▶ [PROBLEM STATEMENT] Would you return each entry exactly as written, omitting any pictures?

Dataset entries
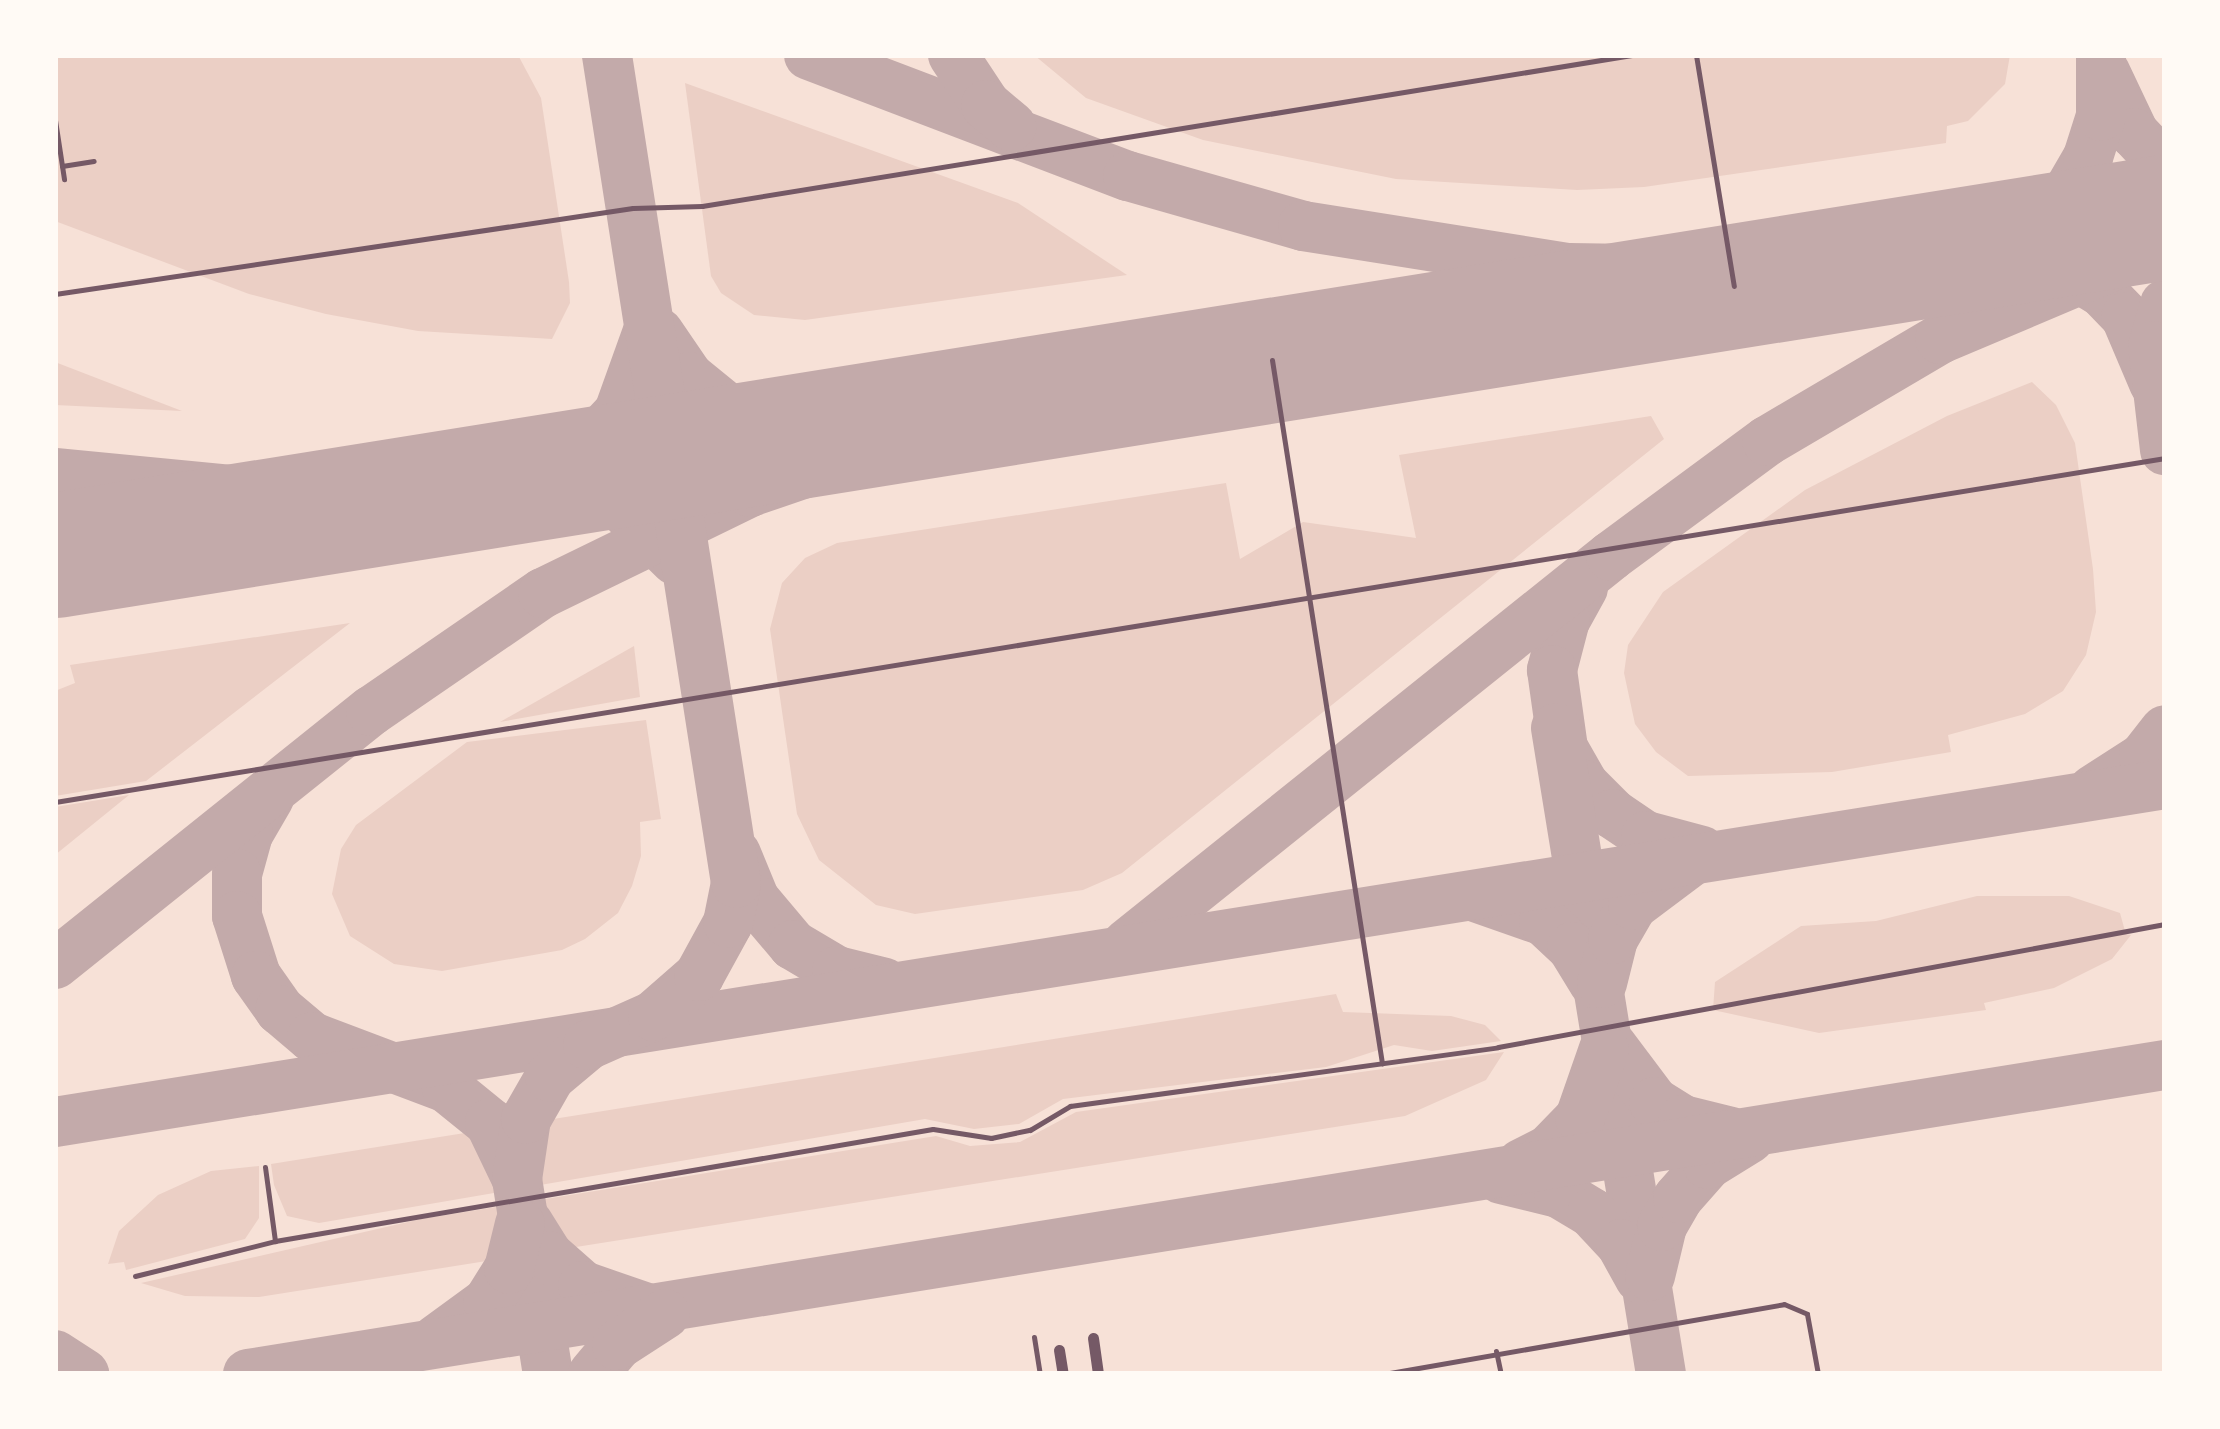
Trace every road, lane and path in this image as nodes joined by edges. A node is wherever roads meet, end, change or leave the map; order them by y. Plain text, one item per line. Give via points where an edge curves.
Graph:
1 (1632, 55) edge
2 (1696, 55) edge
3 (55, 120) edge
4 (94, 160) dead end
5 (62, 166) junction
6 (64, 179) dead end
7 (1734, 286) dead end
8 (55, 294) edge
9 (1272, 360) dead end
10 (2165, 458) edge
11 (1305, 596) junction
12 (55, 802) edge
13 (2165, 924) edge
14 (1382, 1064) junction
15 (265, 1167) dead end
16 (275, 1240) junction
17 (135, 1276) dead end
18 (1034, 1337) dead end
19 (1093, 1338) dead end
20 (1059, 1350) dead end
21 (1496, 1352) junction
22 (1040, 1374) edge
23 (1063, 1374) edge
24 (1098, 1374) edge
25 (1384, 1374) edge
26 (1501, 1374) edge
27 (1818, 1374) edge

1 - 8 lane via 702,206 632,208
2 - 7 lane
3 - 5 lane
4 - 5 lane
5 - 6 lane
9 - 11 lane
10 - 11 lane
11 - 12 lane
11 - 14 lane
13 - 14 lane
14 - 16 lane via 1070,1106 1030,1130 991,1138 933,1128
15 - 16 lane
16 - 17 lane
18 - 22 lane
19 - 24 street
20 - 23 street
21 - 25 lane
21 - 26 lane
21 - 27 lane via 1784,1304 1807,1314

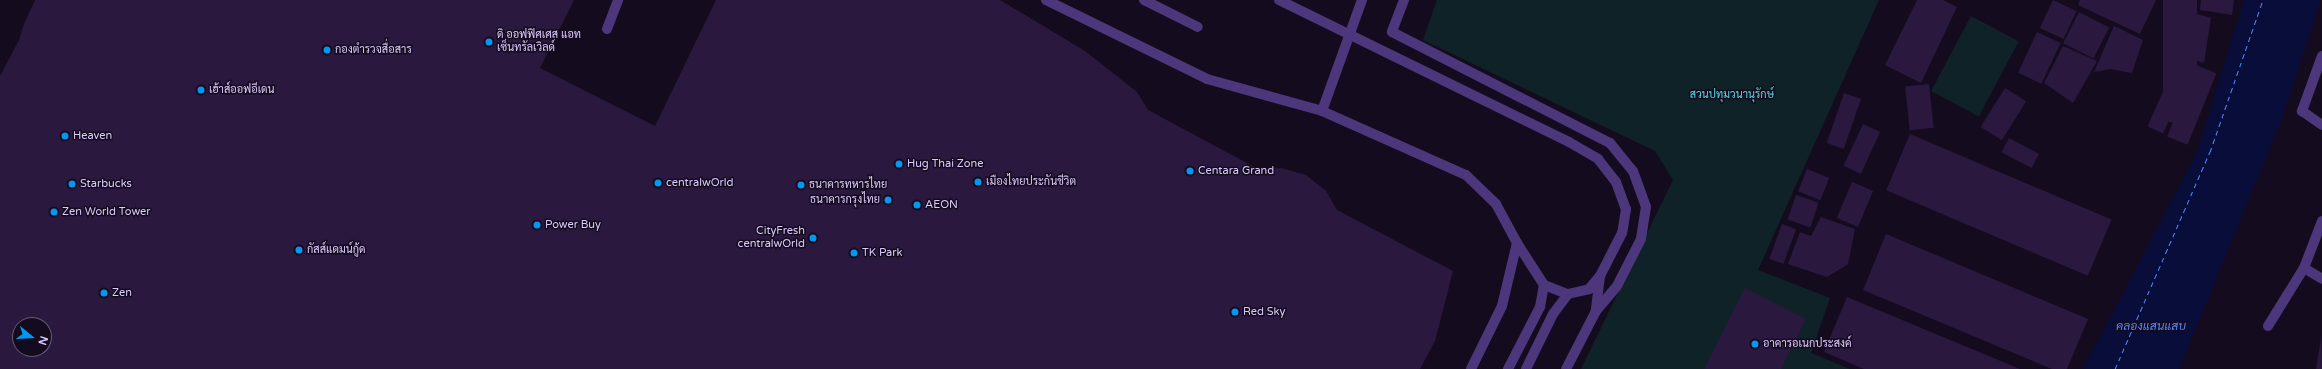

▶ [ANSWER TO THIS TASK]
Trace every road, lane and path in this image as nodes joined by edges. A node is wherever roads meet, end, change or leave the map; order them by y. Plain text, one item per line. Give via points where an edge curves.
Graph:
1 (1632, 55) edge
2 (1696, 55) edge
3 (55, 120) edge
4 (94, 160) dead end
5 (62, 166) junction
6 (64, 179) dead end
7 (1734, 286) dead end
8 (55, 294) edge
9 (1272, 360) dead end
10 (2165, 458) edge
11 (1305, 596) junction
12 (55, 802) edge
13 (2165, 924) edge
14 (1382, 1064) junction
15 (265, 1167) dead end
16 (275, 1240) junction
17 (135, 1276) dead end
18 (1034, 1337) dead end
19 (1093, 1338) dead end
20 (1059, 1350) dead end
21 (1496, 1352) junction
22 (1040, 1374) edge
23 (1063, 1374) edge
24 (1098, 1374) edge
25 (1384, 1374) edge
26 (1501, 1374) edge
27 (1818, 1374) edge

1 - 8 lane via 702,206 632,208
2 - 7 lane
3 - 5 lane
4 - 5 lane
5 - 6 lane
9 - 11 lane
10 - 11 lane
11 - 12 lane
11 - 14 lane
13 - 14 lane
14 - 16 lane via 1070,1106 1030,1130 991,1138 933,1128
15 - 16 lane
16 - 17 lane
18 - 22 lane
19 - 24 street
20 - 23 street
21 - 25 lane
21 - 26 lane
21 - 27 lane via 1784,1304 1807,1314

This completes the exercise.